[Opening Record extracts section]
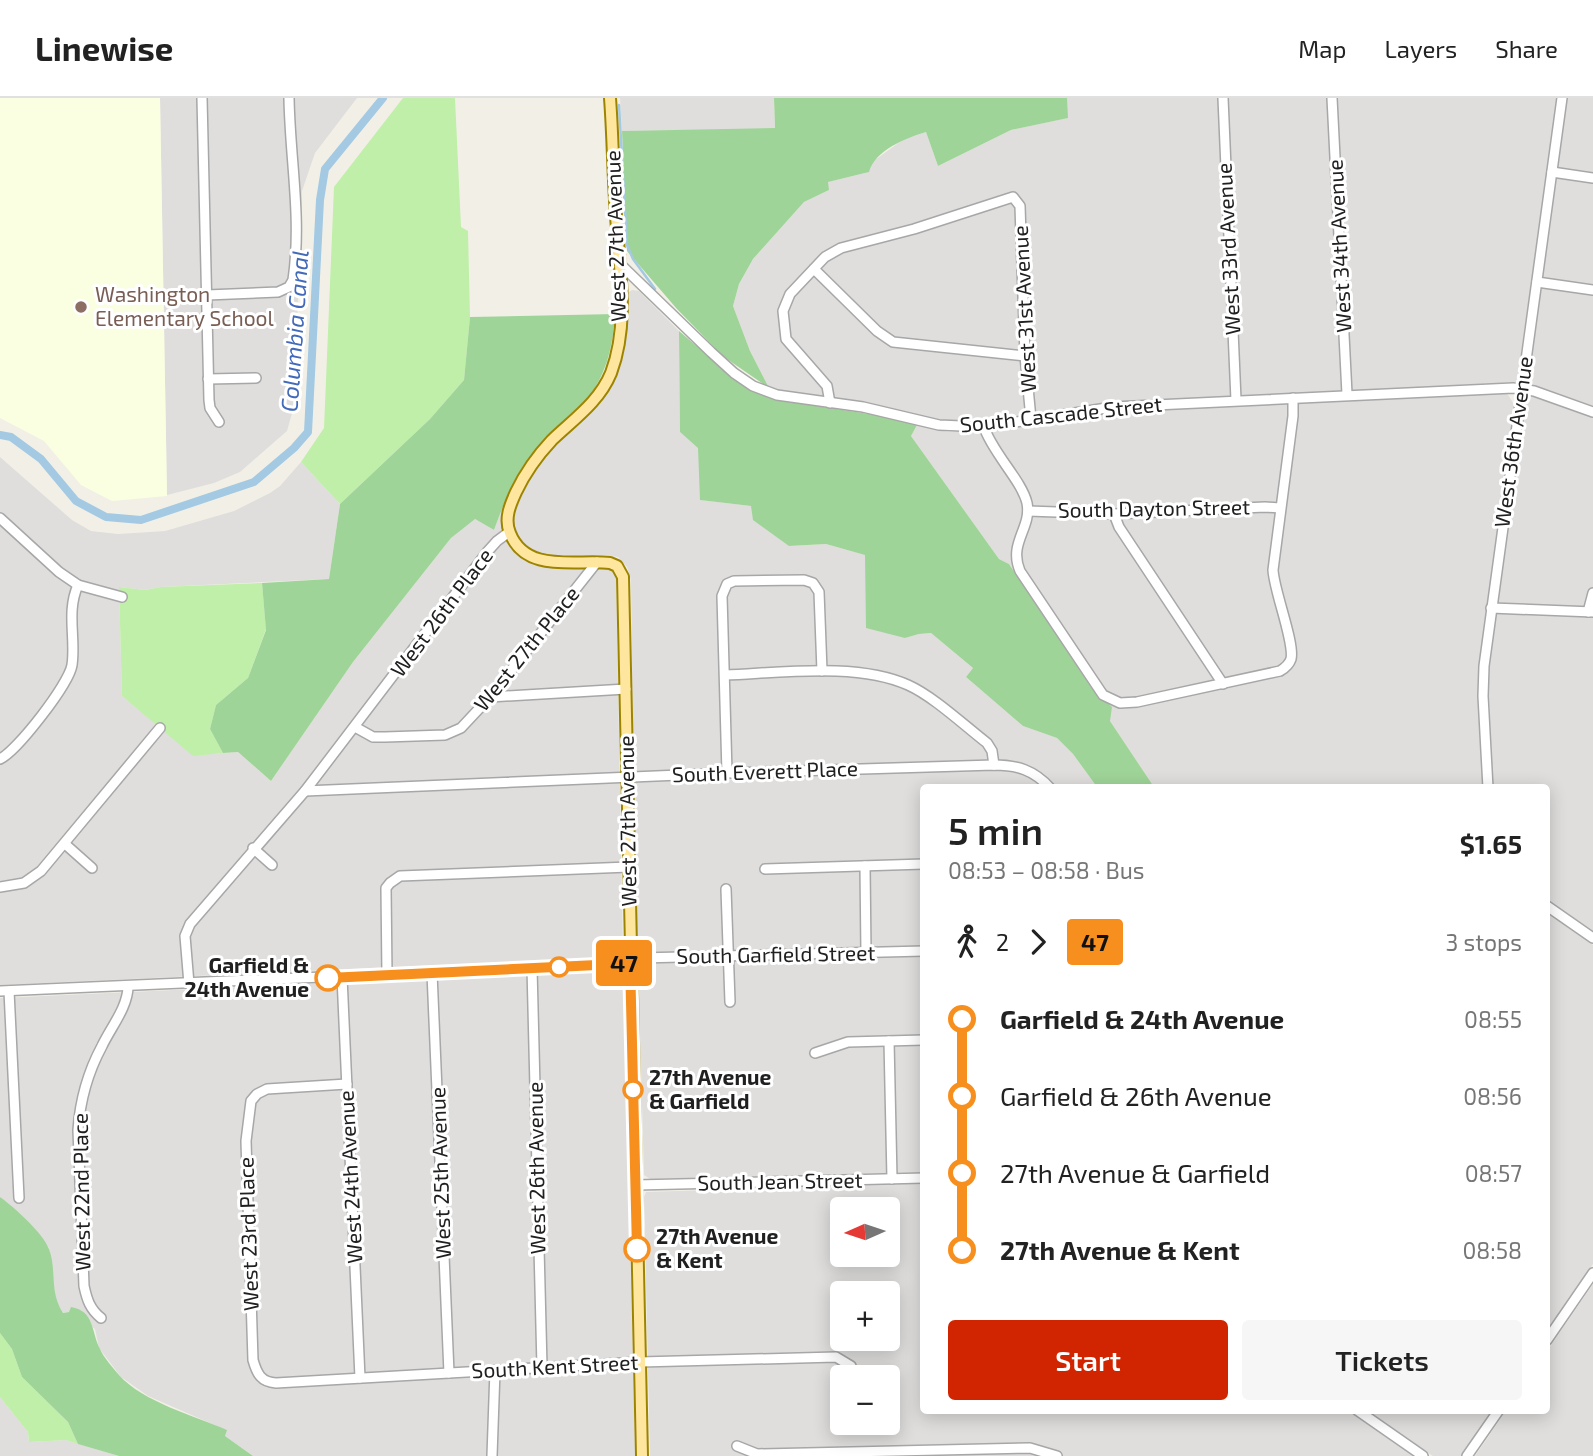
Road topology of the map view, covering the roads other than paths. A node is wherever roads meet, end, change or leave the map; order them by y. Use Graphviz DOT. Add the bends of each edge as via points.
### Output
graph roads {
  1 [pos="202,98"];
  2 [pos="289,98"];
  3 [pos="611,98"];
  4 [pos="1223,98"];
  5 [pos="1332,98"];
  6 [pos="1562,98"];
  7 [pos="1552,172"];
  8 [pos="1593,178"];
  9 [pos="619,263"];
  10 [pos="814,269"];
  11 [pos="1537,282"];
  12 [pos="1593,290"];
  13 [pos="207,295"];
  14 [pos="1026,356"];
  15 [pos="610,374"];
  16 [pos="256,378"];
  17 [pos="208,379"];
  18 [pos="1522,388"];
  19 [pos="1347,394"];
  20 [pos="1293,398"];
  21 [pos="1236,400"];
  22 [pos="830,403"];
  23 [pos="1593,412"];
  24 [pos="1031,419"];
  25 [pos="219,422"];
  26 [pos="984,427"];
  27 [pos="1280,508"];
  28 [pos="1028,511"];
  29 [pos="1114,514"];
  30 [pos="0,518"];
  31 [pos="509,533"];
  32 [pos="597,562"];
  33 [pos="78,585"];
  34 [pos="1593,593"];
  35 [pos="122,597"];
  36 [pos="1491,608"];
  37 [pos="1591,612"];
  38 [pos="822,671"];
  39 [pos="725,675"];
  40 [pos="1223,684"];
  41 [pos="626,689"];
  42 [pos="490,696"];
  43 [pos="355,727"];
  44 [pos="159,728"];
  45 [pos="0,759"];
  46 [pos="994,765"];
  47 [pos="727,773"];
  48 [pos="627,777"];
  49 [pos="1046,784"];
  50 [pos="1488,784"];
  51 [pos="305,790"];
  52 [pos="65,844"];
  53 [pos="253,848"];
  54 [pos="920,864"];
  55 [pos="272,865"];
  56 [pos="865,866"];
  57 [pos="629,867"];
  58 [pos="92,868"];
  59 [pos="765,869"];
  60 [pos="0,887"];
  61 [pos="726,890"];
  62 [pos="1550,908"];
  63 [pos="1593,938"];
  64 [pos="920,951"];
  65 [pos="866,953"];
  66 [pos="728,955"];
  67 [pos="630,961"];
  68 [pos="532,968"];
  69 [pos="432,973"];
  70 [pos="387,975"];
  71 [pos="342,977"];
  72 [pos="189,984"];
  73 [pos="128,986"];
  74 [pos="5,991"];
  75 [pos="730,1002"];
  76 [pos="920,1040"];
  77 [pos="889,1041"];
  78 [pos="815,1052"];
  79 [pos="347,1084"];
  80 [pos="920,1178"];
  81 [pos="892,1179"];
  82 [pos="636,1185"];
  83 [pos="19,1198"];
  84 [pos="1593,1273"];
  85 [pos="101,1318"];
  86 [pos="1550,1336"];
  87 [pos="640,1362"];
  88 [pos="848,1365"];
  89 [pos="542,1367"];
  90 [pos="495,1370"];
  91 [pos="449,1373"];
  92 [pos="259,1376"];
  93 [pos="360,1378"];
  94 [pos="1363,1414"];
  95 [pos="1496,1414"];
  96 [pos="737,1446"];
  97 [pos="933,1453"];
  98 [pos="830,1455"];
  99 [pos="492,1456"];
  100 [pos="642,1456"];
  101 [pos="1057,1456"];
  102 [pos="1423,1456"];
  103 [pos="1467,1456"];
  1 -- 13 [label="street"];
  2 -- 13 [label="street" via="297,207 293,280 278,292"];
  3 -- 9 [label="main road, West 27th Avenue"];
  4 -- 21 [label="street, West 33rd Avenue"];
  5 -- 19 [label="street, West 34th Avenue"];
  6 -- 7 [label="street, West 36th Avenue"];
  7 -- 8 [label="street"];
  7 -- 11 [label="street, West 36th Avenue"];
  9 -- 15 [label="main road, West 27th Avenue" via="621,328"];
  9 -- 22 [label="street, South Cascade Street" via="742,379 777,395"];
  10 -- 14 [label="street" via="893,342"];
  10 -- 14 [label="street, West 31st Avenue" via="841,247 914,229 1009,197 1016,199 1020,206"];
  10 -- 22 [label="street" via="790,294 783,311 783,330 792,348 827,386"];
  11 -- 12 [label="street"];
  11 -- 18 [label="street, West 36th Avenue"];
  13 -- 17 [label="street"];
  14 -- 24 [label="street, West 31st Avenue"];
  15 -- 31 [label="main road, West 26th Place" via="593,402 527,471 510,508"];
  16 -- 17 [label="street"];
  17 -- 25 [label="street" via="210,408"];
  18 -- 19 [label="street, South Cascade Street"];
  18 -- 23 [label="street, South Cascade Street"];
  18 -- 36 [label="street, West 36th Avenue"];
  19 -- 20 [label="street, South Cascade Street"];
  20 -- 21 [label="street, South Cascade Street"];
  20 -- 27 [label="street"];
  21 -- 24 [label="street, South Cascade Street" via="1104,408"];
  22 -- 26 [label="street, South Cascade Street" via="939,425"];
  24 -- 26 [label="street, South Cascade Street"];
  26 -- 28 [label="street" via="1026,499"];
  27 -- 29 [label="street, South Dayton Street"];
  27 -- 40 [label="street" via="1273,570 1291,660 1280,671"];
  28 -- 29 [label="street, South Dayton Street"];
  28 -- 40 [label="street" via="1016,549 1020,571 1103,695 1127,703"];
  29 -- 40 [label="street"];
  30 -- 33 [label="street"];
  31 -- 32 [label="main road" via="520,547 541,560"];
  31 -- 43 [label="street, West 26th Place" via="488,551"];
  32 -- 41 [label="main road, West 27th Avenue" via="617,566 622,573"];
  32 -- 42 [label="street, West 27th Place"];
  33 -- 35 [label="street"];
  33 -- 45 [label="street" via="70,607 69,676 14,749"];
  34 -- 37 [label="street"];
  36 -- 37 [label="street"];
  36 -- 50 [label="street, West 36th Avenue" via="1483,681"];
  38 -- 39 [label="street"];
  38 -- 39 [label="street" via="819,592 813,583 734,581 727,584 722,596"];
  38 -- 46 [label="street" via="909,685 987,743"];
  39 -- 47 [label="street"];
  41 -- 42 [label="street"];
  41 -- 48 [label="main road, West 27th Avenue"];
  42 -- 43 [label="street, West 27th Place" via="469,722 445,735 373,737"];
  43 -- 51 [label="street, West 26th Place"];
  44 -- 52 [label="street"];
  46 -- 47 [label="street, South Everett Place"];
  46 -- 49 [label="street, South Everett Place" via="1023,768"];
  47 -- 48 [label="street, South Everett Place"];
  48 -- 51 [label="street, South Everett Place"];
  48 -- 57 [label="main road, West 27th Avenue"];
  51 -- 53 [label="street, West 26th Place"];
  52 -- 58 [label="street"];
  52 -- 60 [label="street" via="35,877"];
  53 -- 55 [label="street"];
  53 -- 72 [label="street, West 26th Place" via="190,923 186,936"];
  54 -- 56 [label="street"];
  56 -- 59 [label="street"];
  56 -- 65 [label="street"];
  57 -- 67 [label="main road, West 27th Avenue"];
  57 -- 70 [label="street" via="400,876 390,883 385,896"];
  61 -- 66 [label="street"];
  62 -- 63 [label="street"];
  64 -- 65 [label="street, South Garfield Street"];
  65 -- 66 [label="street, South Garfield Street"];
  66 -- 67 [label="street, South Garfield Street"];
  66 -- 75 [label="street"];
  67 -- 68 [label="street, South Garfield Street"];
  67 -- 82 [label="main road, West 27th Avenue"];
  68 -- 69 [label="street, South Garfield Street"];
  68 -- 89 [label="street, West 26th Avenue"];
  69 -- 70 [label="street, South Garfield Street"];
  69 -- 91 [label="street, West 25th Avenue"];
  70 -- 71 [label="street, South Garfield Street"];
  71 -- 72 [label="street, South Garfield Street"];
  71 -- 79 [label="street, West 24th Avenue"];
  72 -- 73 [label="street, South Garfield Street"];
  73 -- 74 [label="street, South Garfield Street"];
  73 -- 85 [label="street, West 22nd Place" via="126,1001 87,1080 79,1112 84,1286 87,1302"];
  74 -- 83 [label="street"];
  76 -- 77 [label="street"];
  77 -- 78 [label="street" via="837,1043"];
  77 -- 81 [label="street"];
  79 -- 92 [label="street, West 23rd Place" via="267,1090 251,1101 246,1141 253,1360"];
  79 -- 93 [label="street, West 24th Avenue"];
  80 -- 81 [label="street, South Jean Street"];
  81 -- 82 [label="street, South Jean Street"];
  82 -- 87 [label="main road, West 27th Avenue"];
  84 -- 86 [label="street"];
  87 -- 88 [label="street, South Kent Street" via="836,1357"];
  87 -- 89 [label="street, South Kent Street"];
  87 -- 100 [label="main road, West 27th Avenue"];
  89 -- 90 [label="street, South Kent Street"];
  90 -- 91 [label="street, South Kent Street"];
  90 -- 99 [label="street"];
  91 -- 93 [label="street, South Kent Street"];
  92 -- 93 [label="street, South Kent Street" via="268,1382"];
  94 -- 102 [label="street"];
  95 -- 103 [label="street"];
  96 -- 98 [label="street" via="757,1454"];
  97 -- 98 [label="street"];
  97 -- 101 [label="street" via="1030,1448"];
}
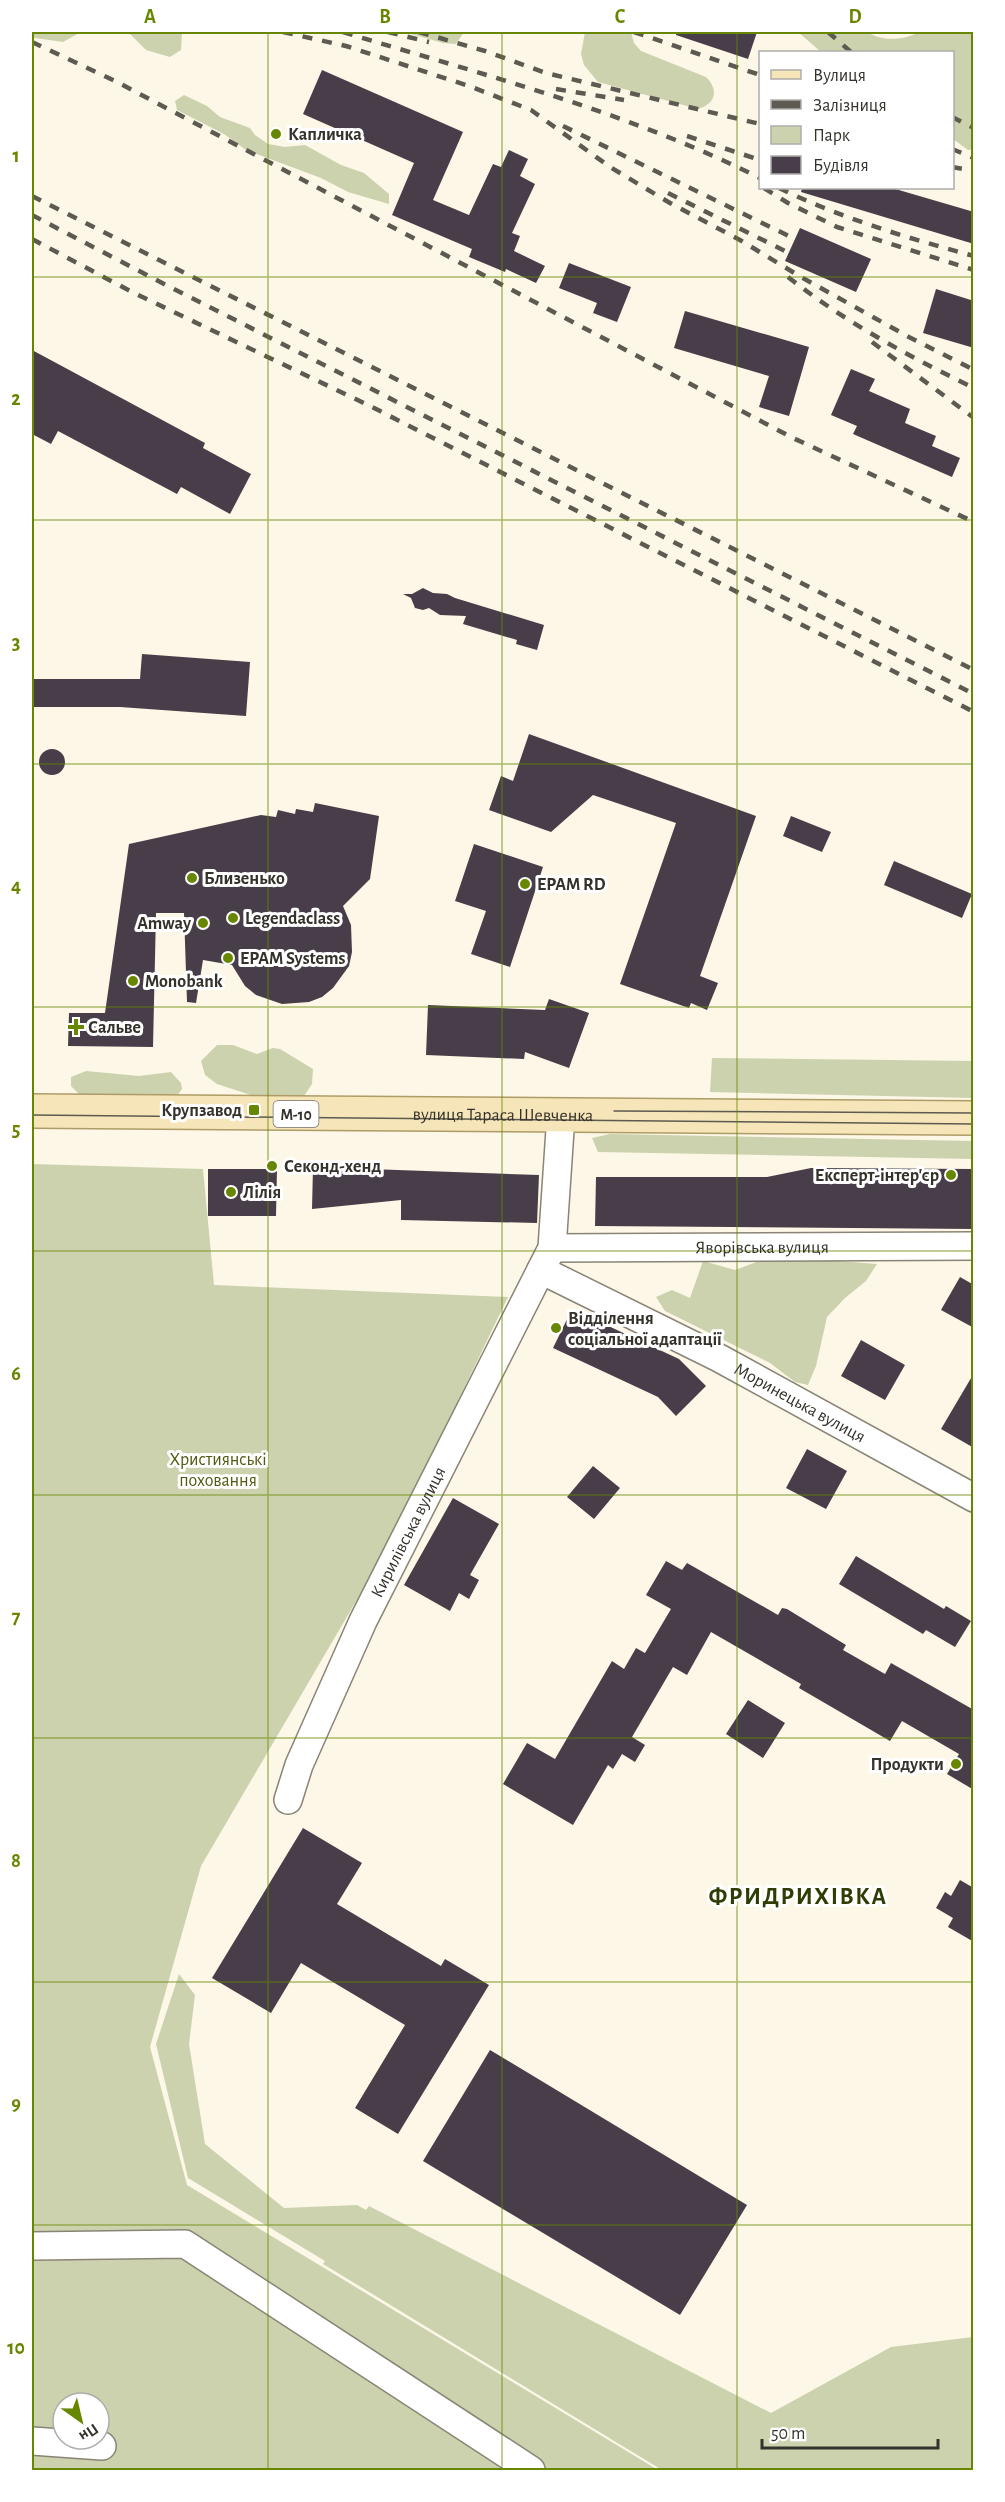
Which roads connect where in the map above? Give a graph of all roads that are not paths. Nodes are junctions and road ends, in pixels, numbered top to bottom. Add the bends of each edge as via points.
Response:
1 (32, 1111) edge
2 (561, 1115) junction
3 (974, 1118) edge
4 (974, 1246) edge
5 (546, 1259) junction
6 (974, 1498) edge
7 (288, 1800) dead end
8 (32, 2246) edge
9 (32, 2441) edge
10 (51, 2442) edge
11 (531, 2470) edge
[Closing Record extracts section]
What you will do — Now copy each line of the entries that mentions "Jean".

Exercise output —
  80 -- 81 [label="street, South Jean Street"];
  81 -- 82 [label="street, South Jean Street"];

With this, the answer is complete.